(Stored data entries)
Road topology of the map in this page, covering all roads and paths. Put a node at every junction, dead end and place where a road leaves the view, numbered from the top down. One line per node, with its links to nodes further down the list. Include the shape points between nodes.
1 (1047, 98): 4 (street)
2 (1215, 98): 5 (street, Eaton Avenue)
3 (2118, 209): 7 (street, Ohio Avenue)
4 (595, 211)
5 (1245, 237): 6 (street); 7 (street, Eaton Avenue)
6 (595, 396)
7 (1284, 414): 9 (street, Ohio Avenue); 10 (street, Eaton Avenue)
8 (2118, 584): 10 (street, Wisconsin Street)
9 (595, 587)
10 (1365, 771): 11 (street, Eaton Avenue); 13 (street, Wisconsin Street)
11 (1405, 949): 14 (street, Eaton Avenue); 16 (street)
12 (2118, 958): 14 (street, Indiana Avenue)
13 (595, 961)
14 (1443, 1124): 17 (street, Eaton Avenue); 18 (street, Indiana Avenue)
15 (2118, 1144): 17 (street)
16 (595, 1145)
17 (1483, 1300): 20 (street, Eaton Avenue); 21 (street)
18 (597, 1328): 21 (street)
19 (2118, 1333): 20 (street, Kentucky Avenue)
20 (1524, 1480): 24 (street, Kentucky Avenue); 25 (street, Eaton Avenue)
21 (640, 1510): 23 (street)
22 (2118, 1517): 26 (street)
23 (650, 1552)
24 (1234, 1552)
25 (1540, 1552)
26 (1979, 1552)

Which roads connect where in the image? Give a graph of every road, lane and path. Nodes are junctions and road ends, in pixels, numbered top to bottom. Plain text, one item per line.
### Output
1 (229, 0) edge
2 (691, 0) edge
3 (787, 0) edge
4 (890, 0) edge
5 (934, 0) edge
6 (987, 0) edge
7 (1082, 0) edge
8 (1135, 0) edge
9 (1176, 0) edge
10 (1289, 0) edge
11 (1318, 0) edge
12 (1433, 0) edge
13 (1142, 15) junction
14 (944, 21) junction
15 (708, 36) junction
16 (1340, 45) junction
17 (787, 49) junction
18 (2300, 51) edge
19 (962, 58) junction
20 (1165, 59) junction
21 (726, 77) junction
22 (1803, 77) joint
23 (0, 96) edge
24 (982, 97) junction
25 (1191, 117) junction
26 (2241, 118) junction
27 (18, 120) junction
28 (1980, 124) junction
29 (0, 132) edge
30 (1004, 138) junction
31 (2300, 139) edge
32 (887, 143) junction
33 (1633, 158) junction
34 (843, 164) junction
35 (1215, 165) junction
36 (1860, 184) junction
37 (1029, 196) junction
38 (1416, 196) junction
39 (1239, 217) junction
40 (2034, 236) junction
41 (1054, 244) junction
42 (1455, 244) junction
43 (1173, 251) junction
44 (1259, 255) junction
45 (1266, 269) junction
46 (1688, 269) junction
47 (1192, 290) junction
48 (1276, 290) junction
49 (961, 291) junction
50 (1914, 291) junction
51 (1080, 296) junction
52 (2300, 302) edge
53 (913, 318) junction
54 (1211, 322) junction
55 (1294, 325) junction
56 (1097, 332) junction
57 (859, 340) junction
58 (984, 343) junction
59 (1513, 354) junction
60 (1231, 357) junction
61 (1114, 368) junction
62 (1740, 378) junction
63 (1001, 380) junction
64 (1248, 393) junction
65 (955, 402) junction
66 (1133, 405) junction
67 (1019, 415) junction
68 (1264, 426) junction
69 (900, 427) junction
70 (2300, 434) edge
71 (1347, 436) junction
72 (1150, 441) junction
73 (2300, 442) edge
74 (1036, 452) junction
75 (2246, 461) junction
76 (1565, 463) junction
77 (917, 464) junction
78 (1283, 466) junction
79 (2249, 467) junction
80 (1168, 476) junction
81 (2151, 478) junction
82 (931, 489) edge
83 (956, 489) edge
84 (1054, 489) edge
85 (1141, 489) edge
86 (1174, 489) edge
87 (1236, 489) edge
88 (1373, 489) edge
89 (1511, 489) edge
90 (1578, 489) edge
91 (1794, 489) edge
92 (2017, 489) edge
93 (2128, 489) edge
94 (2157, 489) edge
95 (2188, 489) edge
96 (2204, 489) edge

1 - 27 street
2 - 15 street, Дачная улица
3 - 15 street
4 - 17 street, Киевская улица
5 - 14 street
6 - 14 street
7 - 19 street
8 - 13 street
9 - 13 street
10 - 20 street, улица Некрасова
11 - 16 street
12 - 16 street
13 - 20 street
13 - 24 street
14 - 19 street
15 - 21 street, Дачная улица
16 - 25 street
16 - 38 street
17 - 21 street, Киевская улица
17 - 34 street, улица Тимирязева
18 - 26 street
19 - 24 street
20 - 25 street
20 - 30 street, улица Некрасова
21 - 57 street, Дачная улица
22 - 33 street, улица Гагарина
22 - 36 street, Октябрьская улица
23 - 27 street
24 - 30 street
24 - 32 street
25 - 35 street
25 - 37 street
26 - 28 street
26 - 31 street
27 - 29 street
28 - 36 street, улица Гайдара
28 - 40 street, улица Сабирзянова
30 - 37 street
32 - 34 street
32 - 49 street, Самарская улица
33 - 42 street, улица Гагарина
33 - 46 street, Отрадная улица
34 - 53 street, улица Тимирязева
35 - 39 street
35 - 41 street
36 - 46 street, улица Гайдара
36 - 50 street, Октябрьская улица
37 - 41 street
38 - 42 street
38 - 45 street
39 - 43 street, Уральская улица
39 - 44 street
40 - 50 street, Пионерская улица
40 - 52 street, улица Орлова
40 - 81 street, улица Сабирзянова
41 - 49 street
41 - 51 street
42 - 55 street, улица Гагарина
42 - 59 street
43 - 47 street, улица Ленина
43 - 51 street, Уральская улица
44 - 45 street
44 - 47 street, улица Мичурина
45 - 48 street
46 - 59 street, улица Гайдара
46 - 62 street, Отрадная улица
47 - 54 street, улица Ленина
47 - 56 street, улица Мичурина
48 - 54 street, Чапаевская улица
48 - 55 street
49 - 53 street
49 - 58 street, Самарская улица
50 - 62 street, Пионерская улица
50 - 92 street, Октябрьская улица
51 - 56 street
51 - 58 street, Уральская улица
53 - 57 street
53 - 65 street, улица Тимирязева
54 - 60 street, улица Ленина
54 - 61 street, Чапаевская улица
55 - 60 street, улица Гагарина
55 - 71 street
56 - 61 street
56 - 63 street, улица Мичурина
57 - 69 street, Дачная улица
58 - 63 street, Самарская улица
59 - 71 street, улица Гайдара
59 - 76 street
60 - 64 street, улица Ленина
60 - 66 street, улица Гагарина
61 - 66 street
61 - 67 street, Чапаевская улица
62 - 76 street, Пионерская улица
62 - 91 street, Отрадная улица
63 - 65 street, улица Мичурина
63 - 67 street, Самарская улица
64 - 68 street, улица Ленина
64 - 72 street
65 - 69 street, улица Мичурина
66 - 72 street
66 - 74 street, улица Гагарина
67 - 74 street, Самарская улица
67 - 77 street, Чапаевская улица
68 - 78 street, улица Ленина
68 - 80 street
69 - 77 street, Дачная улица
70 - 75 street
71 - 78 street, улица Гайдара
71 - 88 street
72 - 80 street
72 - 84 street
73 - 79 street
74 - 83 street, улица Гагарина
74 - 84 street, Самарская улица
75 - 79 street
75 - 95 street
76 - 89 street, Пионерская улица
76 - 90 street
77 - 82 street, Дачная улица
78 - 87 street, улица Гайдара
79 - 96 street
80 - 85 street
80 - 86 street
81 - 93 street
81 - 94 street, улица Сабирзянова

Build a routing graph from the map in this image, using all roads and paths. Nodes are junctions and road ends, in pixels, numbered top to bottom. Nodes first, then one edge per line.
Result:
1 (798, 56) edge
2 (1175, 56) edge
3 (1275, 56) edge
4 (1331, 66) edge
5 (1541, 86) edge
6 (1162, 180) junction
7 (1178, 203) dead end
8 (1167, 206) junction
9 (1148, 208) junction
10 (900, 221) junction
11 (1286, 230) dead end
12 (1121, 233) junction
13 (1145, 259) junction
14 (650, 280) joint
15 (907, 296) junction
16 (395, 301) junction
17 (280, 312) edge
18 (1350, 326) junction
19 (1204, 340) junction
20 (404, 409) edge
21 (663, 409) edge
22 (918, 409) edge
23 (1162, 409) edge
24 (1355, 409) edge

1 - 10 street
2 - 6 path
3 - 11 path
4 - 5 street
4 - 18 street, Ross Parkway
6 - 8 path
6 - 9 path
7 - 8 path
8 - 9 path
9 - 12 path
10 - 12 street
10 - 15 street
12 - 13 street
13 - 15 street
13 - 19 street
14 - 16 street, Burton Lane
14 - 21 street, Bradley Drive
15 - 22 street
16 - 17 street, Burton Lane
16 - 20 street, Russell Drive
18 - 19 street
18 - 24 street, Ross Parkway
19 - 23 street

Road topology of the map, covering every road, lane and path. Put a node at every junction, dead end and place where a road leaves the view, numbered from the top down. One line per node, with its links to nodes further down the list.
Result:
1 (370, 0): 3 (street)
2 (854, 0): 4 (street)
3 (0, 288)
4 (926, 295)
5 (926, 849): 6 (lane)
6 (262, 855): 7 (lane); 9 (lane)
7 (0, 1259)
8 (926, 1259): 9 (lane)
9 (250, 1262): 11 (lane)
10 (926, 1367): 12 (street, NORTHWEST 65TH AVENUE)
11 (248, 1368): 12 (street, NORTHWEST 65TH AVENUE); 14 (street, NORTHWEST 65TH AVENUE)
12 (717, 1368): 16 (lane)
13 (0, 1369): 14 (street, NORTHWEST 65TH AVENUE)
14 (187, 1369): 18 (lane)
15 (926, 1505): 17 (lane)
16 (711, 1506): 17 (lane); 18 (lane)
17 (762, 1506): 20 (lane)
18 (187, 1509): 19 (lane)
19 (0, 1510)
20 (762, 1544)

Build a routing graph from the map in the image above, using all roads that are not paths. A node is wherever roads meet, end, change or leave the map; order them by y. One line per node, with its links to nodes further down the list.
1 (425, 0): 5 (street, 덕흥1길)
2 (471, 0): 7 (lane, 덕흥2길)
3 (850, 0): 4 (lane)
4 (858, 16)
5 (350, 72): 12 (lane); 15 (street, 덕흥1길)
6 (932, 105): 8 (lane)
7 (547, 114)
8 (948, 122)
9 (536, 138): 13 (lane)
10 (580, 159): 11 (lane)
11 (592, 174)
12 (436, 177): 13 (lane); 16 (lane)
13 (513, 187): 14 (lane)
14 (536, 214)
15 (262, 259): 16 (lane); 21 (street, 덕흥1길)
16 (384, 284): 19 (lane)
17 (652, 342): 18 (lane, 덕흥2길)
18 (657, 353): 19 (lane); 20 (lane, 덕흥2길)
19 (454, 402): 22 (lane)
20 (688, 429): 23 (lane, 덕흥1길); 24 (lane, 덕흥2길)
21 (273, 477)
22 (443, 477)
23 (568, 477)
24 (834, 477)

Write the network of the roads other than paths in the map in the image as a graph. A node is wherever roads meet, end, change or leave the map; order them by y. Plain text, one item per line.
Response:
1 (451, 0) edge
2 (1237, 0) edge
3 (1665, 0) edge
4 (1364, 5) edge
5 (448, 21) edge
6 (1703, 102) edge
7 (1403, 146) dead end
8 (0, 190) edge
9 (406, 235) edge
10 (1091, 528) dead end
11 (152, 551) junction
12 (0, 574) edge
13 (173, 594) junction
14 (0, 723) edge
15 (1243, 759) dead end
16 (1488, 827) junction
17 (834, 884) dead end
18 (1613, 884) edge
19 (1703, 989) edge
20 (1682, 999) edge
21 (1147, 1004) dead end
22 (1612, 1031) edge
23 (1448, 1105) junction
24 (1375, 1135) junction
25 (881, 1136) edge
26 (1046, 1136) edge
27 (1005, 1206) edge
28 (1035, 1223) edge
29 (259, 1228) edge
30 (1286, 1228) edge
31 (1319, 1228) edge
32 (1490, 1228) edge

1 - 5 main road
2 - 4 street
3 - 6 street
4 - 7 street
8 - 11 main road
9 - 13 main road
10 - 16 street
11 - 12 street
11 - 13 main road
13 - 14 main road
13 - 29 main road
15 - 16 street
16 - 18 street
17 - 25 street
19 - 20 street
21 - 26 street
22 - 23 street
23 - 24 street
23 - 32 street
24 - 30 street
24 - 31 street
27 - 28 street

◆ **Problem description**: Every line in the entries above that has the word "Drive" should be identified and copied.

◆ **Answer for the task**:
14 - 21 street, Bradley Drive
16 - 20 street, Russell Drive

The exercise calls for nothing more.